Data for the task:
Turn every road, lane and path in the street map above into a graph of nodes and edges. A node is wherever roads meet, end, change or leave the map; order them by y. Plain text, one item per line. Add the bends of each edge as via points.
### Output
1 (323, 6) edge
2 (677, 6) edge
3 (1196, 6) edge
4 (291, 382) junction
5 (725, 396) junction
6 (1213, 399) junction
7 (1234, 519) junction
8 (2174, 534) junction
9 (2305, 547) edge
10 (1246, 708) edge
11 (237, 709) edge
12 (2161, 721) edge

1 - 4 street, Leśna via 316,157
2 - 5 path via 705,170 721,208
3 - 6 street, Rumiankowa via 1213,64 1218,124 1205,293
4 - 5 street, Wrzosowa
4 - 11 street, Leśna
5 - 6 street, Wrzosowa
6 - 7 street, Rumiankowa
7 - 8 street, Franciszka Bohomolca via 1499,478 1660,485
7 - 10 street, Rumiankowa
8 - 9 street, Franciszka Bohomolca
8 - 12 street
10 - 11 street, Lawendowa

Your instructions: Copy out every entry, keeping each line exactly as it is.

Solution for this task:
Turn every road, lane and path in the street map above into a graph of nodes and edges. A node is wherever roads meet, end, change or leave the map; order them by y. Plain text, one item per line. Add the bends of each edge as via points.
### Output
1 (323, 6) edge
2 (677, 6) edge
3 (1196, 6) edge
4 (291, 382) junction
5 (725, 396) junction
6 (1213, 399) junction
7 (1234, 519) junction
8 (2174, 534) junction
9 (2305, 547) edge
10 (1246, 708) edge
11 (237, 709) edge
12 (2161, 721) edge

1 - 4 street, Leśna via 316,157
2 - 5 path via 705,170 721,208
3 - 6 street, Rumiankowa via 1213,64 1218,124 1205,293
4 - 5 street, Wrzosowa
4 - 11 street, Leśna
5 - 6 street, Wrzosowa
6 - 7 street, Rumiankowa
7 - 8 street, Franciszka Bohomolca via 1499,478 1660,485
7 - 10 street, Rumiankowa
8 - 9 street, Franciszka Bohomolca
8 - 12 street
10 - 11 street, Lawendowa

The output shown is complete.